Carissimi e carissime, 

Così il poeta…” Silenzio è natale! Senza maiuscola. Nelle carezze di un presepe muto scorre la bancarella dei libri che non parlano, delle voci che non scrivono degli alfabeti che non parlano, degli arnesi che non servono, degli strumenti che non suonano……” (P. Berdondini)

Ma è silenzio oppure è voce soffocata, annichilita dai boati di orizzonti frequentati da ordigni che precipitano su un’umanità colpevole solo di essere tale? Proviamo allora a varcare il confine del silenzio perché invece tornino a parlare i libri, ad alzarsi le voci, a rimettersi in fila gli alfabeti, a rivedere gli arnesi al loro posto sulle mensole degli artigiani e gli strumenti infine…. che ricomincino a suonare.

Buon Natale!

Sì! È ancora un Buon Natale con le lettere Maiuscole! Proprio perché è frontiera-riparo dal diffondersi delle guerre; in Ucraina, a Gaza, in Libano e in Siria e dovunque non si chiamino guerra ma violenza, sopraffazione, segregazione, discriminazione, e ancora di più se nascoste da indifferenza, rassegnazione, da ciò che è conforme e si conforma.

Esiste un confine – reale o solo immaginario – che stabilisce convenzionalmente un luogo che si autodefinisce un “fra di noi” e che definisco “il dentro” ed esiste proprio perché fa esistere un altro luogo “l’estraneo” che chiamo “il fuori”. Anche a Natale, anche quando non era Natale, anche dove non è mai stato Natale, anche dove non sarà Natale ci sono uomini (pochi) “dentro” e una disseminata estesa di uomini “fuori”. “Dentro” dove è insediato il potere politico, economico, culturale che si difende dal “Fuori” dove si accalca una folla sterminata di disperati o di sottomessi in attesa: di cosa?
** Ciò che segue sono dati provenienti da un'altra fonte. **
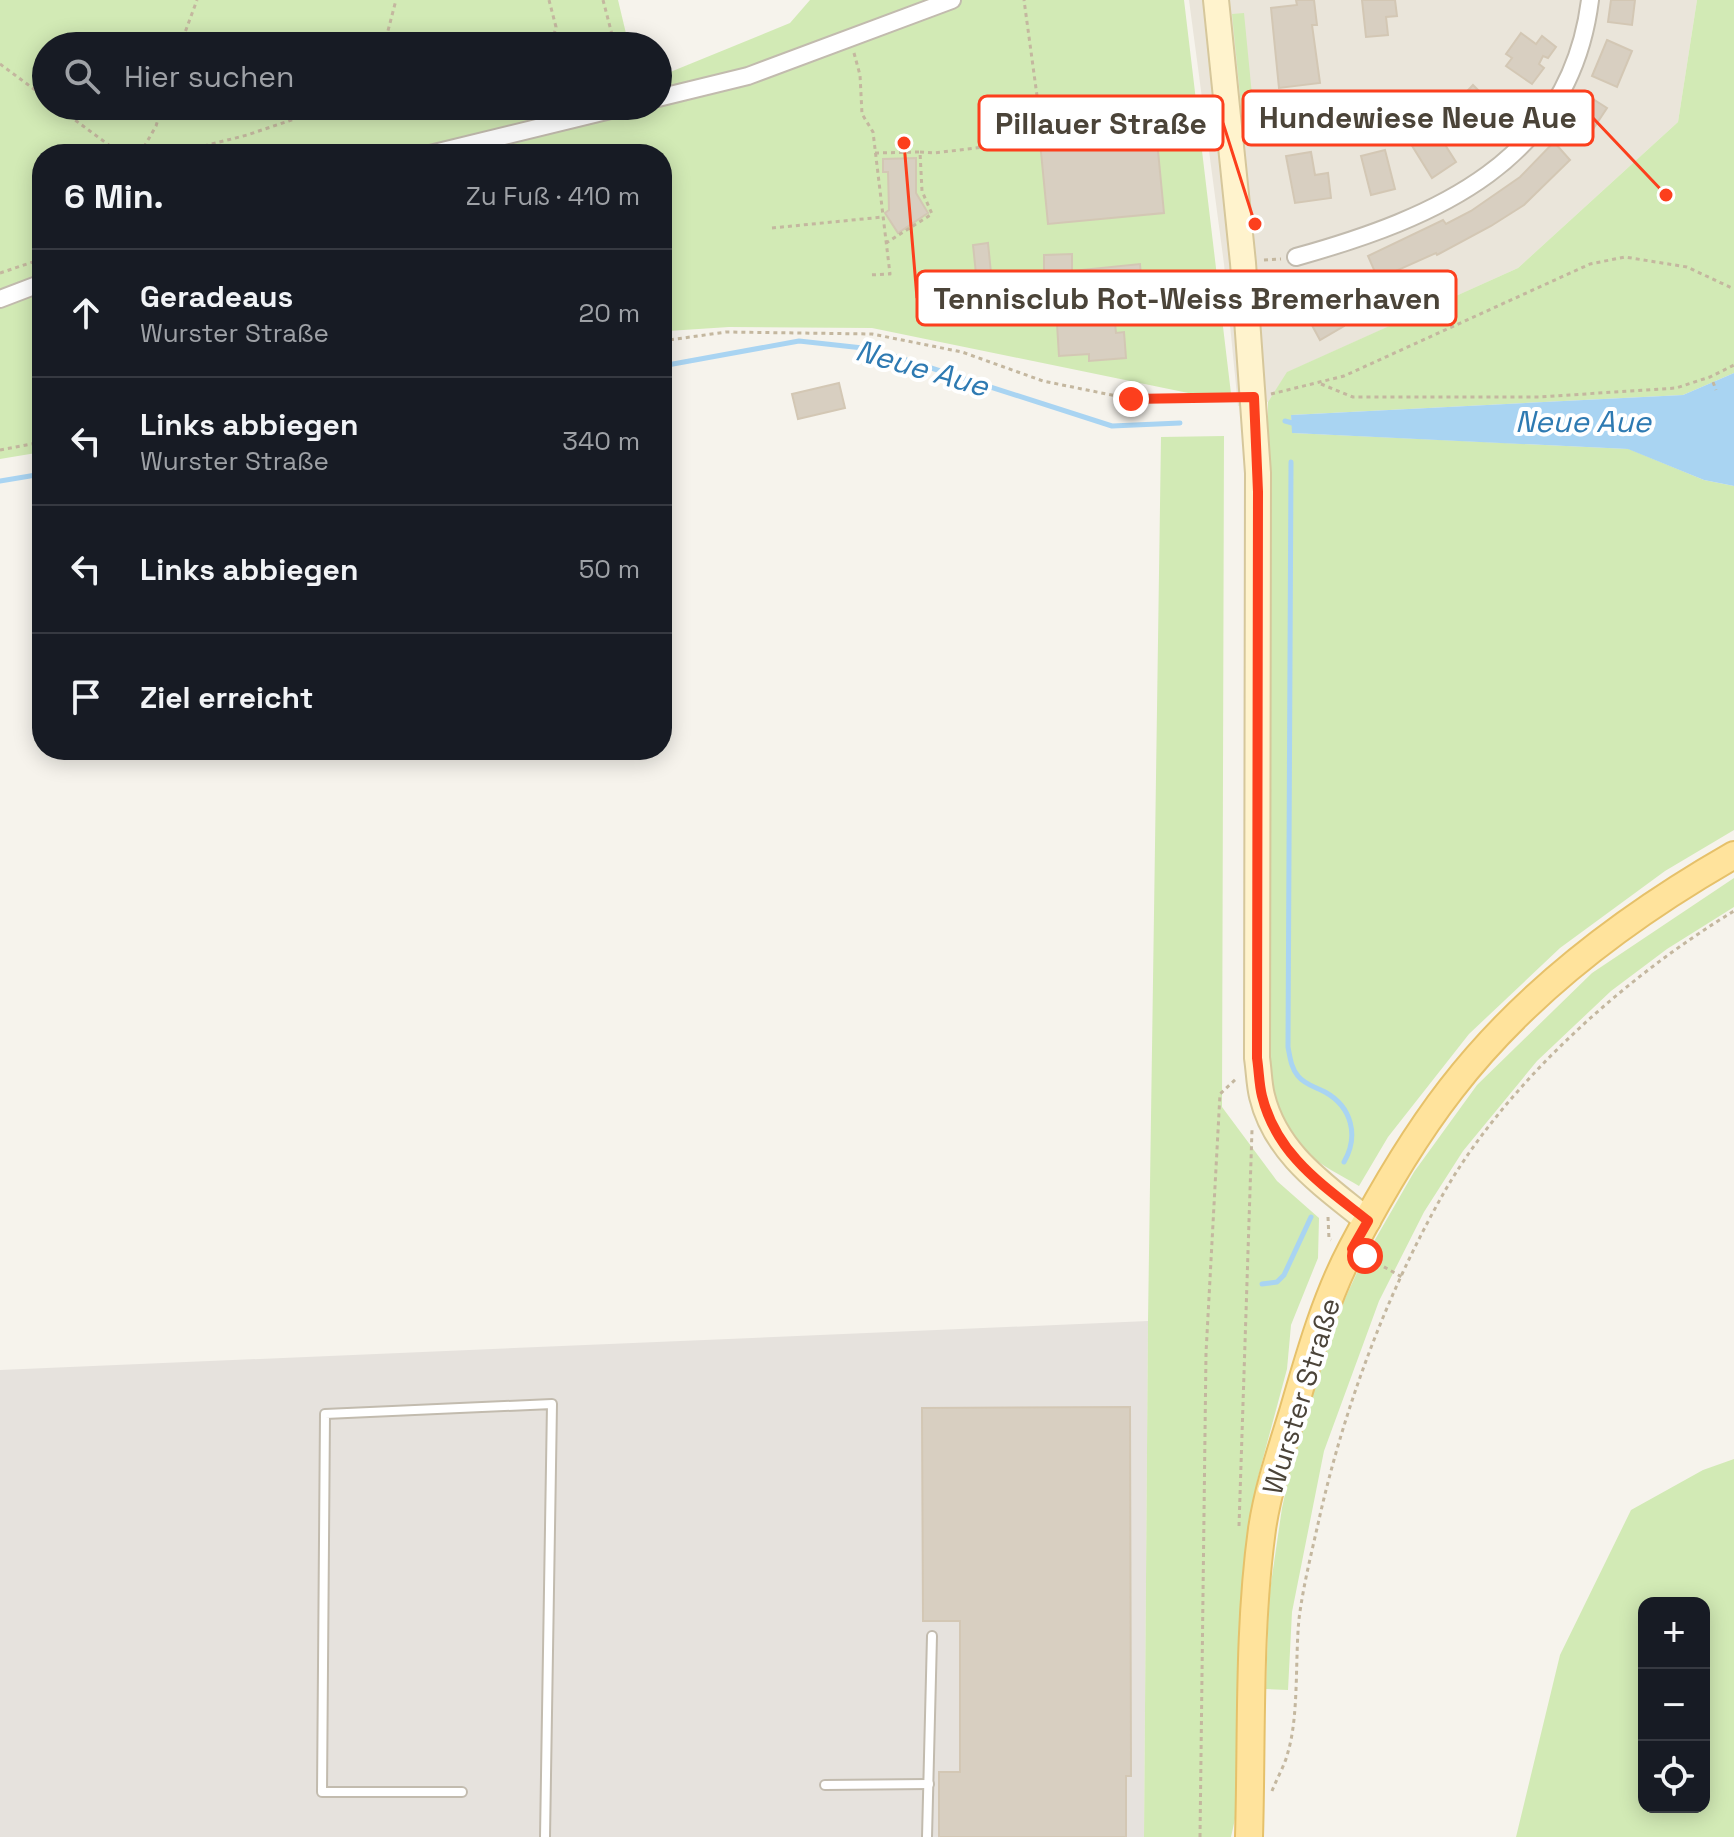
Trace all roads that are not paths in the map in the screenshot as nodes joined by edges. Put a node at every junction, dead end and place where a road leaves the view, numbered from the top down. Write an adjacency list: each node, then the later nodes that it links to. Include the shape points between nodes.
1 (952, 0): 4 (street, via 748,76)
2 (1216, 0): 11 (street, via 1243,263 1258,482 1257,1058 1262,1096 1278,1137 1301,1167)
3 (1590, 0): 7 (street, via 1587,27 1563,93 1514,155 1455,196 1412,217)
4 (672, 95)
5 (570, 120): 6 (street)
6 (471, 144)
7 (1296, 257)
8 (32, 287): 9 (street)
9 (0, 299)
10 (1734, 855): 11 (main road, Wurster Straße, via 1655,904 1548,987 1452,1087 1404,1156)
11 (1368, 1221): 18 (main road, Wurster Straße, via 1304,1371 1273,1472 1262,1529 1250,1694)
12 (932, 1636): 13 (lane)
13 (929, 1784): 14 (lane); 17 (lane)
14 (825, 1785)
15 (462, 1792): 16 (lane, via 322,1792 325,1414 552,1404)
16 (545, 1837)
17 (927, 1837)
18 (1249, 1837)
Forse di una ostentata benevolenza o della carità vischiosa che anestetizzi ogni grido di giustizia sociale sostituito con abilità dalla cupidigia del consumo? È lungo – quella linea – dove si consuma ogni speranza di esistere o si nega il diritto di essere.

È quello il confine che la Fondazione, con le sue attività, cerca di varcare continuamente per tentare di rimuoverlo dove è solo possibile tentarlo ovvero nel cuore di ciascuno. Anche quest’anno abbiamo cercato di non tradire i valori etici, morali, religiosi lascito ed eredità dei Fondatori (emerge con vigore il ricordo del Vescovo Luciano che ci ha lasciato nello scorso mese di giugno) così come il mandato – di cui abbiamo garantito l’attuazione – ed infine la fiducia che i nostri donatori, sostenitori e amici ci affidano perché sia trasformato in credito di speranza, promozione della qualità della vita per gli scartati, condivisione di un comune destino (Edgar Morin).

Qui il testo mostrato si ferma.